> _WORK REQUEST_
In the material below, find each line with the word "dead" and list it.
"""
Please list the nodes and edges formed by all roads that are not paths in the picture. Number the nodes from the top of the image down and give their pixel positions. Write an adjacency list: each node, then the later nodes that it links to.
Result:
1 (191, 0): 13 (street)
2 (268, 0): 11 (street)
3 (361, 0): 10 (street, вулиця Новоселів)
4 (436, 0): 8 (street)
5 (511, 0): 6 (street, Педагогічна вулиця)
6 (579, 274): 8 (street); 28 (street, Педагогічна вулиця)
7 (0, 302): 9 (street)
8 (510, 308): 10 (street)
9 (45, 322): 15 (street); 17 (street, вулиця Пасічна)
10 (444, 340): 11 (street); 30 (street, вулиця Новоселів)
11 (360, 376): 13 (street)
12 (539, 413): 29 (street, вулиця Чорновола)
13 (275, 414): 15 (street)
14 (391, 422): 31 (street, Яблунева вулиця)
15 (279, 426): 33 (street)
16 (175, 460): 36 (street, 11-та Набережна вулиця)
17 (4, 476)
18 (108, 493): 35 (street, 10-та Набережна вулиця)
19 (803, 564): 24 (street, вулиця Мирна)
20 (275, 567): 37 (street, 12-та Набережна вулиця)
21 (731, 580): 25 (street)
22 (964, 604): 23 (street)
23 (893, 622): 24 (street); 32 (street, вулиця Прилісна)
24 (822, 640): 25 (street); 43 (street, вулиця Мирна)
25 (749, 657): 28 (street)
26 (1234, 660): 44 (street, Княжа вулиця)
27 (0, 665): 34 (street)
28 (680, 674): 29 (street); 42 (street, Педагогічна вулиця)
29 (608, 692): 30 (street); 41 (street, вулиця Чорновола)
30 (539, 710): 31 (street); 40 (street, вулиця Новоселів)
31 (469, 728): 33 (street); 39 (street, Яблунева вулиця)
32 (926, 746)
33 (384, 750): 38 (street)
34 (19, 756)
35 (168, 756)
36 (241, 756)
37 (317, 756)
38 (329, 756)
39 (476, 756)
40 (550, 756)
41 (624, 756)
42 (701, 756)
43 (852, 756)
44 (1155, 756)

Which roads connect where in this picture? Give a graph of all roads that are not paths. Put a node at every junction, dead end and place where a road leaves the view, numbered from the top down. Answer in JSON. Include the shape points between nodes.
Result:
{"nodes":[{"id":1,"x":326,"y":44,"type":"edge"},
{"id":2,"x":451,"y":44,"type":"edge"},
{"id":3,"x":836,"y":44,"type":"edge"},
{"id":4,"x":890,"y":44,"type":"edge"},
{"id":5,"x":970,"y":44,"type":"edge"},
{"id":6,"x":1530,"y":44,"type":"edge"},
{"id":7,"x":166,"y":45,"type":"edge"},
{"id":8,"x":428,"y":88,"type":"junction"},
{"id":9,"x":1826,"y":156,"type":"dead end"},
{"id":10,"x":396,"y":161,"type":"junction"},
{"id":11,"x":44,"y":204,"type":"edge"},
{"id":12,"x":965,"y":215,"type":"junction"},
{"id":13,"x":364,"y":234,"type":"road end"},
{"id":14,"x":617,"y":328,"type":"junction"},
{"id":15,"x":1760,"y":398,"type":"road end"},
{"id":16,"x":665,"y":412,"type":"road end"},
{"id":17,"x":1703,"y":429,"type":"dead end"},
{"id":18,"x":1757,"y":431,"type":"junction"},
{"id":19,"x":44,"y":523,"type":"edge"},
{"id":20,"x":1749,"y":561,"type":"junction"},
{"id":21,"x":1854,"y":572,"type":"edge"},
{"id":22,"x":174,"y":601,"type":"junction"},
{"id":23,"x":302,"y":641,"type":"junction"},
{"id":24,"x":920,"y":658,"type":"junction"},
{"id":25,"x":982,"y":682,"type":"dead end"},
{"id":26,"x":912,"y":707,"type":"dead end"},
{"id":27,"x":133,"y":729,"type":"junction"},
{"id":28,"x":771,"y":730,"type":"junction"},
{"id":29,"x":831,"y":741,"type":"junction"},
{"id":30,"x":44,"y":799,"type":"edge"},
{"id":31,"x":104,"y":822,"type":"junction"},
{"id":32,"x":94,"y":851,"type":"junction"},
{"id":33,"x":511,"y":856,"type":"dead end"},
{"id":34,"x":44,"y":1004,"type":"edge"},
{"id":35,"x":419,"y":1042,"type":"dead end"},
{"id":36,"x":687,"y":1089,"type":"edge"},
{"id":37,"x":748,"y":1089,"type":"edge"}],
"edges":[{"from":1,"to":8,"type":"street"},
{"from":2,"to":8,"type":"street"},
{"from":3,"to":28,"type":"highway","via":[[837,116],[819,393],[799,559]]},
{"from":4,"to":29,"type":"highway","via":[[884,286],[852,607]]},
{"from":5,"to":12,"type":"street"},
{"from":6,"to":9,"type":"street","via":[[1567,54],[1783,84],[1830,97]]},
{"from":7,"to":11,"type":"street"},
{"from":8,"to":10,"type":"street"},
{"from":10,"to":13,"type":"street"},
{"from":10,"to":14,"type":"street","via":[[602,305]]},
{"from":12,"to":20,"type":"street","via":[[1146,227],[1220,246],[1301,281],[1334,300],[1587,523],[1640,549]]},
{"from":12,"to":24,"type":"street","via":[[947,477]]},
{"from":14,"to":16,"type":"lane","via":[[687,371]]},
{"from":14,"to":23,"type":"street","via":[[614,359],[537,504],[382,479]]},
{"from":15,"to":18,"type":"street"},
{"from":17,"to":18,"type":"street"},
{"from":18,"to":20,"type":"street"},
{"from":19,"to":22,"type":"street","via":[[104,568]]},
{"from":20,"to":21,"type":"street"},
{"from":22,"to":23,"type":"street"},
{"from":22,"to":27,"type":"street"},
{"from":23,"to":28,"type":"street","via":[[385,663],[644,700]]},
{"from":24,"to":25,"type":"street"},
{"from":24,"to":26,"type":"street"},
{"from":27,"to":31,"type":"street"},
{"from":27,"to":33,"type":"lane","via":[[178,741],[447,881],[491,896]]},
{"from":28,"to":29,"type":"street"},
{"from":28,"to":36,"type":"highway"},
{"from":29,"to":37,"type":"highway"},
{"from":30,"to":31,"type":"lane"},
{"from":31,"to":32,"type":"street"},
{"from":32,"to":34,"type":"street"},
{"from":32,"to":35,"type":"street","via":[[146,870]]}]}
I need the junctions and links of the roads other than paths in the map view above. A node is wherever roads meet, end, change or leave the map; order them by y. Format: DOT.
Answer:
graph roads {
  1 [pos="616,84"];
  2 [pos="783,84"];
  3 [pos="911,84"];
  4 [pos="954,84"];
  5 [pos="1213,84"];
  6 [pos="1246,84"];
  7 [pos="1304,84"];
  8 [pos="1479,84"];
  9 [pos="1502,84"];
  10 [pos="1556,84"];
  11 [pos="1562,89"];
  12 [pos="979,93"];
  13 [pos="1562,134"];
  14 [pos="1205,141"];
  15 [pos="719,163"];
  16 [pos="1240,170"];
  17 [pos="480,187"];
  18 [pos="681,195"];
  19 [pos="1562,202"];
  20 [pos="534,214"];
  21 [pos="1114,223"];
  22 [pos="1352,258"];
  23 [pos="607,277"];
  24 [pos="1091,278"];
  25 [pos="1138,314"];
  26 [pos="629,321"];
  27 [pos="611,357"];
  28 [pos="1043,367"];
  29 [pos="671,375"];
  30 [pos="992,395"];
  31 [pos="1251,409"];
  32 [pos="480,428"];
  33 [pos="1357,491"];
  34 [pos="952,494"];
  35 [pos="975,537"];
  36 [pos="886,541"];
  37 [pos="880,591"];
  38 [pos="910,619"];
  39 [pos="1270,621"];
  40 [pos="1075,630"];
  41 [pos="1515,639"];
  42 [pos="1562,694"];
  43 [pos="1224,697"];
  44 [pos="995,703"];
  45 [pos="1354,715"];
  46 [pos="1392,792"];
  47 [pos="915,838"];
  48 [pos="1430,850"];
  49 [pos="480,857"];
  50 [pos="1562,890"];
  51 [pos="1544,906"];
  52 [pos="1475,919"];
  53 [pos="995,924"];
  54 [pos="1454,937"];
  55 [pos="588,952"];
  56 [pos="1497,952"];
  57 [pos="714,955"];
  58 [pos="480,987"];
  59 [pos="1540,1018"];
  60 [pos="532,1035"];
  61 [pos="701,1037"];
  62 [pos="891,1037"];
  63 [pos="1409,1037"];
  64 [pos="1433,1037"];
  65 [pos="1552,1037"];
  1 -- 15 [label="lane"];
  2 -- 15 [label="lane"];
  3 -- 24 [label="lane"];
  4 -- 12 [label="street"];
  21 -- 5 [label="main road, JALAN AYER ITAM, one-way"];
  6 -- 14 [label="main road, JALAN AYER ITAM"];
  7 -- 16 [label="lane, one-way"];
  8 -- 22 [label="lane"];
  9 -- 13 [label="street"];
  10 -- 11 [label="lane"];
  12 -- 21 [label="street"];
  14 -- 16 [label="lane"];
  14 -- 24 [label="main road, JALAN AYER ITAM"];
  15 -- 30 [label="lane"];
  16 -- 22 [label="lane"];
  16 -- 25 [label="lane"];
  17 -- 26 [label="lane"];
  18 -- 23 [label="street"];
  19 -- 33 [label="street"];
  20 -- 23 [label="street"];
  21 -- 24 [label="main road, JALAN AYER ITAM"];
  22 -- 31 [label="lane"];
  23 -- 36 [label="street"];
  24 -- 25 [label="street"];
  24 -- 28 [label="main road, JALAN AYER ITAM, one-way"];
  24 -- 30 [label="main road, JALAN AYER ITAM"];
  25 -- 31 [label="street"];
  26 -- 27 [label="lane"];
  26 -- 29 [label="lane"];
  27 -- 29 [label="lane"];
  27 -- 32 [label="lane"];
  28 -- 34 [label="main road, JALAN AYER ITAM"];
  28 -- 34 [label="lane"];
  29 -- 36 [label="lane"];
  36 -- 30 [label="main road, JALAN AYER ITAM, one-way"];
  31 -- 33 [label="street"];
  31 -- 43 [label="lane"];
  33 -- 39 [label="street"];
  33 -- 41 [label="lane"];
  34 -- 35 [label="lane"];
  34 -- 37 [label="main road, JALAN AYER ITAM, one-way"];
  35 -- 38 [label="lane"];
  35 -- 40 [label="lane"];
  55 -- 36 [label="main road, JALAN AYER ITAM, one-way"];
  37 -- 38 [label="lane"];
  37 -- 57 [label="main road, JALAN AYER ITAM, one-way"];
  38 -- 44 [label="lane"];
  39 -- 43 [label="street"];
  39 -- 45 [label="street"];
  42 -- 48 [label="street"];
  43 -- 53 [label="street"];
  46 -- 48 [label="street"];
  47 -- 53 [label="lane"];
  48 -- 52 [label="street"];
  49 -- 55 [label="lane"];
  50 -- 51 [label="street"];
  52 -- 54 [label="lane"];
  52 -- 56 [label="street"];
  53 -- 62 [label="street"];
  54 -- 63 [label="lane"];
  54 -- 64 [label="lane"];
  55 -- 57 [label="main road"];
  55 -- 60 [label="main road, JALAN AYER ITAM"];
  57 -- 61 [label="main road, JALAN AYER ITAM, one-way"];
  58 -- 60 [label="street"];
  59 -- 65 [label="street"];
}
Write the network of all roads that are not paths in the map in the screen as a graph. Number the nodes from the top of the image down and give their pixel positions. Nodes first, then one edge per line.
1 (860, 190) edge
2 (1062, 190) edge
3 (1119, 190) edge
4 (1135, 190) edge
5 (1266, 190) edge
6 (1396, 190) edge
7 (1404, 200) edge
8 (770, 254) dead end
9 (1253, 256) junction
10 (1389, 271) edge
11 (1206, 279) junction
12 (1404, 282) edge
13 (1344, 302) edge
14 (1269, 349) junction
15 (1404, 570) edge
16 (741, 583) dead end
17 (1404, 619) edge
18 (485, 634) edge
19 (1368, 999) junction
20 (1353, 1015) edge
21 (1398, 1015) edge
"""
> _RESPONSE BOX_
Which roads connect where in this picture? Give a graph of all roads that are not paths. Put a node at every junction, dead end and place where a road leaves the view, numbered from the top down. Answer in JSON. Include the shape points between nodes.
{"id":9,"x":1826,"y":156,"type":"dead end"},
{"id":17,"x":1703,"y":429,"type":"dead end"},
{"id":25,"x":982,"y":682,"type":"dead end"},
{"id":26,"x":912,"y":707,"type":"dead end"},
{"id":33,"x":511,"y":856,"type":"dead end"},
{"id":35,"x":419,"y":1042,"type":"dead end"},
8 (770, 254) dead end
16 (741, 583) dead end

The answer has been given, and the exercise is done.